• **What to do**
The answer must be one number: the count of lines in the data below that include "Left".

Human pose keypoint data
-*-*-

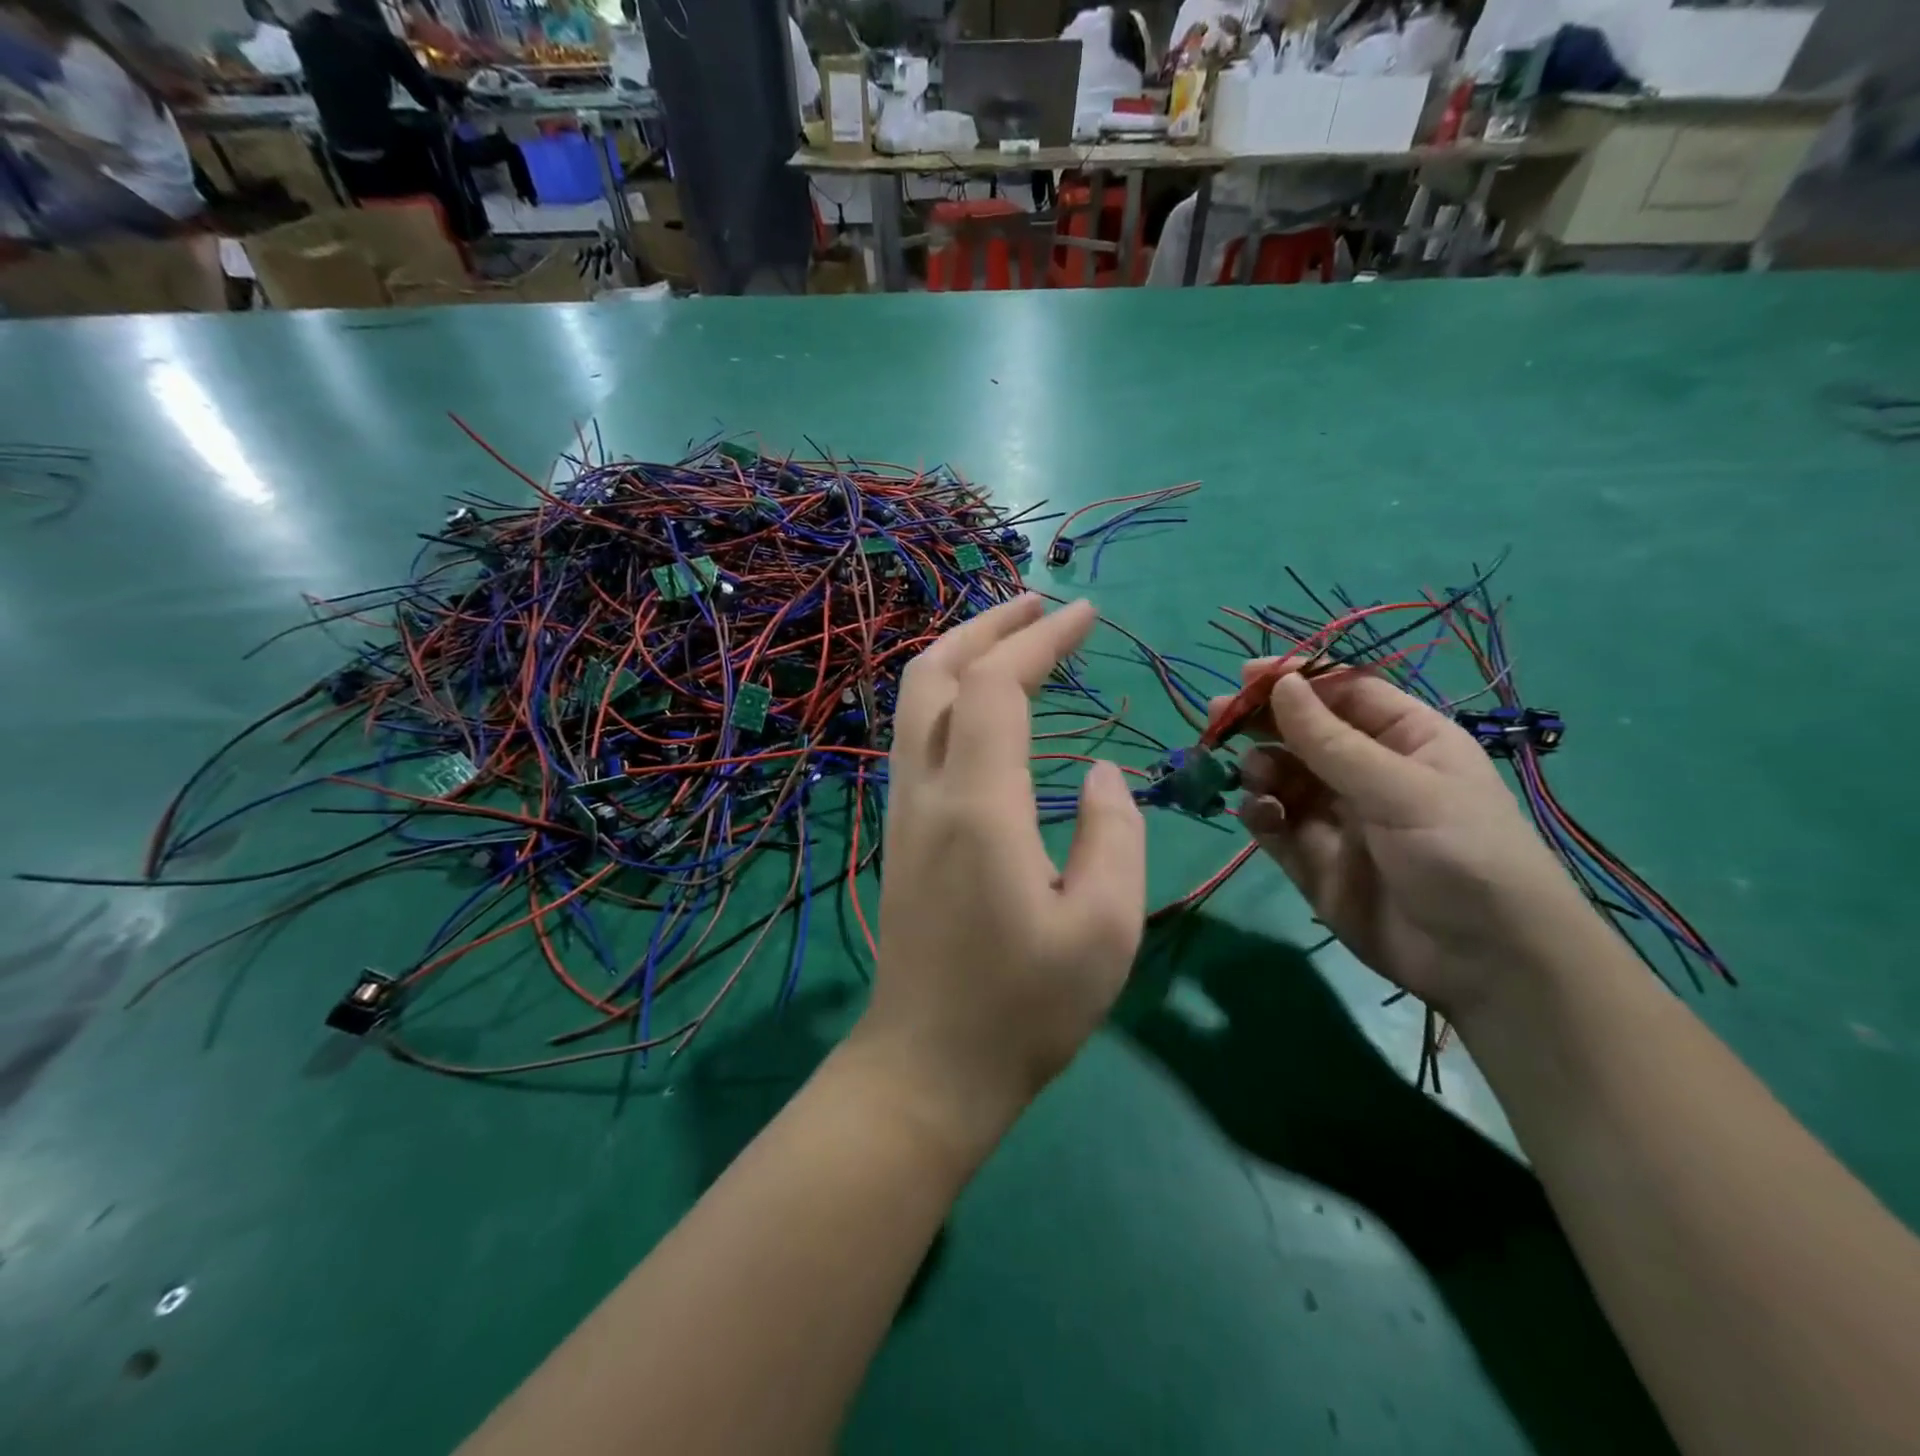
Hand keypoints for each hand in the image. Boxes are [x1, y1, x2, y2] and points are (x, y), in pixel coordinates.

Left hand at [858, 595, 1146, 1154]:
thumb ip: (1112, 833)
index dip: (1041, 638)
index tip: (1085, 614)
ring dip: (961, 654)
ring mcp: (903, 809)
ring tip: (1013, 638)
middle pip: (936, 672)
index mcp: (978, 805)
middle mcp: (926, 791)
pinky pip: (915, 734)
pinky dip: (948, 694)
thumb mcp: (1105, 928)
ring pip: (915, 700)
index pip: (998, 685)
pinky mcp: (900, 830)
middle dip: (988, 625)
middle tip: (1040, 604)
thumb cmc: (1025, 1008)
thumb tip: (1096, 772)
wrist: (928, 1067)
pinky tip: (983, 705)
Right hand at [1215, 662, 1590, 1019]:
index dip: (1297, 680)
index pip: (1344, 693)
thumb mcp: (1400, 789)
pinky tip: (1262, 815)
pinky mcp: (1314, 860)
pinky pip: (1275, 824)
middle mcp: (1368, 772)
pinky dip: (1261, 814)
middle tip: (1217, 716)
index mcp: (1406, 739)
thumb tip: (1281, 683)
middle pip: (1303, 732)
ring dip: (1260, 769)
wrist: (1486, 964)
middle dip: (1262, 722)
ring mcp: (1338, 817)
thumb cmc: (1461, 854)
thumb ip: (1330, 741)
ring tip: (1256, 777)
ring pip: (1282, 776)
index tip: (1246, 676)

-*-*-

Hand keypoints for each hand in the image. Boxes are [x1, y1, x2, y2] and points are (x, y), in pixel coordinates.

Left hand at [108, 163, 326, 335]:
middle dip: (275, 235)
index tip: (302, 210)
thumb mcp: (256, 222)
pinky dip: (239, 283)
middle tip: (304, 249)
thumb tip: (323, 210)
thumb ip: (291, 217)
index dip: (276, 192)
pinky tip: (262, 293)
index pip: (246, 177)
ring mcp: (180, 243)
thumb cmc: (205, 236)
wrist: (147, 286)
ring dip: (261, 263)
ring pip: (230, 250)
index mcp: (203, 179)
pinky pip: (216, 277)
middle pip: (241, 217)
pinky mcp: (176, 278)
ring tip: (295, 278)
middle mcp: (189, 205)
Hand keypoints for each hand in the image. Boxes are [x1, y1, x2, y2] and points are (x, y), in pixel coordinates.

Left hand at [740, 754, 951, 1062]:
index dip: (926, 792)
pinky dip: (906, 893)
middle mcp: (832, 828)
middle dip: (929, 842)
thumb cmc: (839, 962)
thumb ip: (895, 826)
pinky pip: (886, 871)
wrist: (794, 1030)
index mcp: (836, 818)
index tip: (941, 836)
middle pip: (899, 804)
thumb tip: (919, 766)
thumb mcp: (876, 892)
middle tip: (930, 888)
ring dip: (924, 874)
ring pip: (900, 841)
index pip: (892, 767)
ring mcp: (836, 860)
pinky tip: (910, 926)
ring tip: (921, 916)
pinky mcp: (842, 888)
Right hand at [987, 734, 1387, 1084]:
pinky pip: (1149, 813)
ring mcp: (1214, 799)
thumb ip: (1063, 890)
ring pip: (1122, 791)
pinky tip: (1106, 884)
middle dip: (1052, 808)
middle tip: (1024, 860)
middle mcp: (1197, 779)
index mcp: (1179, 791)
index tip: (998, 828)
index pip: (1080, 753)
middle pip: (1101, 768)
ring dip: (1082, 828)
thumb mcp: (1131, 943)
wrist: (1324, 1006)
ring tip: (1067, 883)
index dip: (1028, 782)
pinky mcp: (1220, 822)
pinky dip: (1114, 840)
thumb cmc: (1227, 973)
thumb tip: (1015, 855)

-*-*-

• **Completed exercise**
3